En el Taekwondo, los fundamentos principales son la cortesía, integridad, perseverancia, autocontrol, coraje, ciencia y amor.

Por: Valentina Rodríguez González

Kwan School Hong es una academia de Taekwondo, por la que ha pasado niños desde los cuatro años, hasta adultos, con la ilusión de aprender la filosofía de este maravilloso deporte.

Esta academia fue fundada hace diez años por el profesor Gustavo (El gordis) y cinco años más tarde pasó a ser de Mauricio Rocha, quien es hoy el entrenador y dueño de “la Kwan” (como tradicionalmente la llaman).

Es amplia, no tanto como sus integrantes la desean, pero aun así la respetan por ser el sitio en el que pueden entrenar; una de sus paredes está llena de espejos gigantes, el suelo está un poco desgastado pero aun así sus estudiantes van todos los días para lograr un mejor rendimiento, aunque deban entrenar descalzos.  –No nos importa entrenar descalzos, igual el Taekwondo siempre se ha entrenado de esta manera, dice Natalia, una de las competidoras de esta academia.

La Kwan cuenta con diez competidores: cinco mujeres y cinco hombres. Sus horario de entrenamiento son: lunes y miércoles de cuatro a seis de la tarde, martes y jueves de seis a ocho de la noche y viernes de cuatro de la tarde a ocho de la noche.

Esta academia es como el diario de sus integrantes, el entrenador encargado dice que si esta hablara contaría un montón de cosas triunfales y vergonzosas de cada uno de los competidores, ya que aunque también entrenan niños, son los competidores los que permanecen en esta.

Una vez uno de sus competidores, Juan David, se levantó una uña por que había una baldosa un poco salida. –Pues ese día si me dolió un poco pero ya estoy acostumbrado a aporrearme los pies, este es un deporte en el que la principal herramienta son las piernas y los pies y por este motivo, todos hemos sufrido aunque sea una sola vez algún dolor, cayos, peladuras, uñas levantadas, etc.

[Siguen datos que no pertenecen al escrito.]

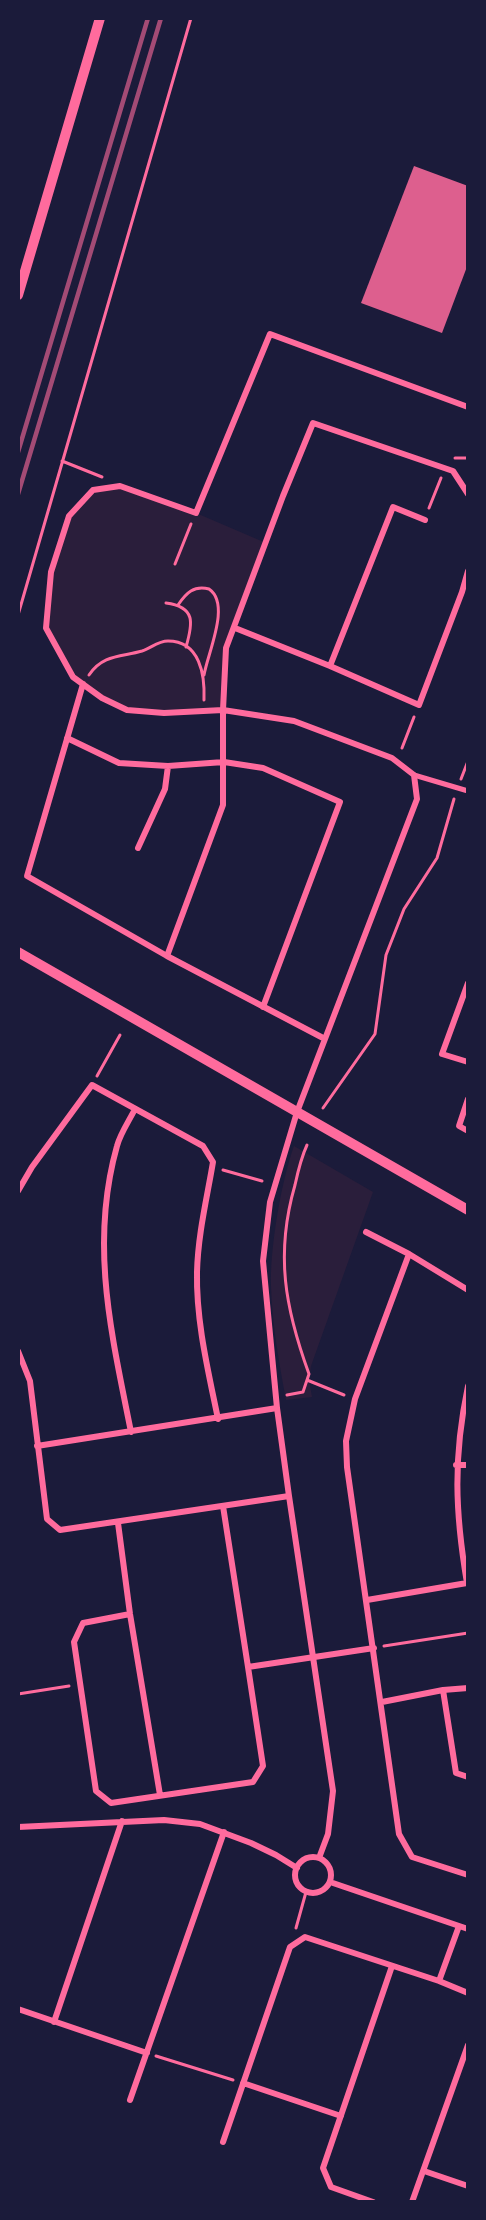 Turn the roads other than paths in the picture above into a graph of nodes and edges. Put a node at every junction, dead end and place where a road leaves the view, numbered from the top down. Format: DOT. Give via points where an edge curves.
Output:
graph roads {
  1 [pos="100,18"];
  2 [pos="18,295"];
  3 [pos="468,407"];
  4 [pos="468,494"];
  5 [pos="425,520"];
  6 [pos="468,571"];
  7 [pos="235,628"];
  8 [pos="330,666"];
  9 [pos="83,684"];
  10 [pos="223,710"];
  11 [pos="67,738"];
  12 [pos="224,762"];
  13 [pos="168,766"];
  14 [pos="414,775"];
  15 [pos="468,791"];
  16 [pos="138,848"];
  17 [pos="18,952"];
  18 [pos="167,956"];
  19 [pos="468,983"];
  20 [pos="263,1007"];
  21 [pos="326,1039"];
  22 [pos="468,1062"];
  23 [pos="468,1099"];
  24 [pos="135,1109"];
  25 [pos="297,1112"];
  26 [pos="468,1131"];
  27 [pos="18,1191"];
  28 [pos="468,1210"];
  29 [pos="366,1232"];
  30 [pos="409,1254"];
  31 [pos="468,1290"];
  32 [pos="18,1351"];
  33 [pos="468,1386"];
  34 [pos="277,1408"];
  35 [pos="218,1419"];
  36 [pos="131,1432"];
  37 [pos="37,1446"];
  38 [pos="456,1465"];
  39 [pos="468,1465"];
  40 [pos="289,1496"];
  41 [pos="223,1506"];
  42 [pos="118,1523"];
  43 [pos="367,1600"];
  44 [pos="130,1614"];
  45 [pos="374,1648"];
  46 [pos="313,1657"];
  47 [pos="248,1667"];
  48 [pos="468,1688"];
  49 [pos="443,1690"];
  50 [pos="382,1702"];
  51 [pos="468,1777"];
  52 [pos="160,1795"];
  53 [pos="122,1821"];
  54 [pos="18,1827"];
  55 [pos="224,1832"];
  56 [pos="319,1858"];
  57 [pos="297,1868"];
  58 [pos="468,1875"];
  59 [pos="330,1882"];
  60 [pos="459,1926"];
  61 [pos="468,1929"];
  62 [pos="392,1966"];
  63 [pos="439,1981"];
  64 [pos="468,1993"];
  65 [pos="18,2009"];
  66 [pos="54,2022"];
  67 [pos="468,2045"];
  68 [pos="147,2053"];
  69 [pos="243,2084"];
  70 [pos="130,2100"];
  71 [pos="341,2116"];
  72 [pos="223,2142"];
  73 [pos="424,2171"];
  74 [pos="468,2186"];
  75 [pos="373,2202"];
  76 [pos="412,2202"];
  1 -- 2 [label="street"];
  3 -- 9 [label="street" via="270,334 196,513 120,486 93,490 69,516 51,572 46,628 73,677"];
  4 -- 7 [label="street" via="453,471 313,423"];
  5 -- 8 [label="street" via="393,507"];
  6 -- 8 [label="street" via="419,705"];
  7 -- 8 [label="street"];
  7 -- 10 [label="street" via="226,648"];
  9 -- 10 [label="street" via="127,710"];
  9 -- 11 [label="street"];
  10 -- 12 [label="street"];
  10 -- 14 [label="street" via="294,721 392,758"];
  11 -- 13 [label="street" via="119,763"];
  11 -- 18 [label="street" via="27,876"];
  12 -- 13 [label="street"];
  12 -- 18 [label="street" via="223,806"];
  12 -- 20 [label="street" via="263,768 340,802"];
  13 -- 16 [label="street" via="165,789"];
  14 -- 15 [label="street"];
  14 -- 21 [label="street" via="417,799"];
  17 -- 25 [label="street"];
  18 -- 20 [label="street"];
  19 -- 22 [label="street" via="442,1054"];
  20 -- 21 [label="street"];
  21 -- 25 [label="street"];
  23 -- 26 [label="street" via="459,1126"];
  24 -- 27 [label="street" via="92,1085"];
  24 -- 35 [label="street" via="203,1146 213,1162 197,1272 201,1334"];
  24 -- 36 [label="street" via="117,1145 103,1248 106,1304"];
  25 -- 28 [label="street"];
  25 -- 34 [label="street" via="270,1202 263,1261"];
  29 -- 30 [label="street"];
  30 -- 31 [label="street"];
  30 -- 43 [label="street" via="355,1399 346,1441 346,1467"];
  32 -- 37 [label="street" via="30,1381"];
  33 -- 38 [label="street"];
  34 -- 35 [label="street"];
  34 -- 40 [label="street"];
  35 -- 36 [label="street"];
  36 -- 37 [label="street"];
  37 -- 42 [label="street" via="48,1519 60,1530"];
  38 -- 39 [label="street"];
  38 -- 43 [label="street" via="456,1504 467,1582"];
  40 -- 41 [label="street"];
  40 -- 46 [label="street"];
  41 -- 42 [label="street"];
  41 -- 47 [label="street"];
  42 -- 44 [label="street"];
  43 -- 45 [label="street"];
  44 -- 52 [label="street"];
  44 -- 52 [label="street" via="83,1623 74,1642 96,1791 111,1803"];
  45 -- 46 [label="street"];
  45 -- 50 [label="street"];
  46 -- 47 [label="street"];
  46 -- 56 [label="street" via="333,1791 328,1834"];
  47 -- 52 [label="street" via="264,1766 253,1782"];
  48 -- 49 [label="street"];
  49 -- 50 [label="street"];
  49 -- 51 [label="street" via="456,1773"];
  50 -- 58 [label="street" via="399,1834 412,1857"];
  53 -- 54 [label="street"];
  53 -- 55 [label="street" via="188,1822"];
  53 -- 66 [label="street"];
  55 -- 57 [label="street" via="276,1854"];
  55 -- 68 [label="street"];
  56 -- 57 [label="street" via="304,1860"];
  56 -- 59 [label="street" via="331,1870"];
  57 -- 59 [label="street" via="296,1879 306,1892 318,1893"];
  59 -- 60 [label="street"];
  60 -- 61 [label="street"];
  60 -- 63 [label="street"];
  62 -- 63 [label="street"];
  62 -- 69 [label="street" via="305,1937 290,1947"];
  62 -- 71 [label="street"];
  63 -- 64 [label="street"];
  65 -- 66 [label="street"];
  66 -- 68 [label="street"];
  67 -- 73 [label="street"];
  68 -- 70 [label="street"];
  69 -- 71 [label="street"];
  69 -- 72 [label="street"];
  71 -- 75 [label="street" via="323,2168 331,2187"];
  73 -- 74 [label="street"];
  73 -- 76 [label="street"];
}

Pero aun así son más las alegrías que nos brinda que los dolores y las tristezas.

La academia Kwan School Hong estaba ubicada en un lugar de la ciudad de Pereira, donde se mantuvo por más de cinco años, hoy está ubicada dos cuadras antes, pero a pesar de que han cambiado de sede su entrenador asegura que la academia siempre ha sido igual porque quien creó su alma fueron sus estudiantes. –Malo sería que se fueran mis alumnos, ahí sí se acabaría el sentido de “La Kwan”, dice Mauricio.

Sebastián, uno de sus estudiantes más antiguos, asegura que “La Kwan” y su entrenador, han forjado su carácter, ya que desde que inició en el Taekwondo (hace cinco años) le han enseñado sus fundamentos principales, escritos en carteles en las paredes de la academia: cortesía, integridad, perseverancia, autocontrol, coraje, ciencia, amor.

Esta inigualable academia, como la describen los competidores, además de ser escenario de sus entrenamientos, también se ha prestado para fogueos con otras academias, y para la diversión de sus integrantes.

Allí se reúnen un fin de semana y hacen diferentes actividades, ven películas, juegan videojuegos, comen, bailan, hacen karaoke, juegan amigo secreto, duermen y hasta se ponen penitencias que consisten en hacer flexiones o abdominales, está más que claro que estos estudiantes se divierten. “No se trata solo de entrenar, los muchachos se han ganado el derecho de divertirse y esta academia no es solo  mía, es también de ellos, y también es un espacio de integración en el que nos reunimos para pasarla bien”, dice orgulloso Mauricio.

Campeonato internacional de Taekwondo que se realizó en Bogotá.

En esta academia se han formado grandes competidores y excelentes personas, que han estado en campeonatos interligas, locales, internacionales y otros que los han llevado a fortalecer su pasión por este deporte.

La vida de estos competidores en esta academia es una vida digna de conocer, una vida llena de patadas de triunfo y de derrota, pero las que han sido de derrota solo son un motivo más para seguir adelante en sus carreras deportivas, se apasionaron por una filosofía que hoy defienden con todo su ser y que comparten con su adorada “Kwan”.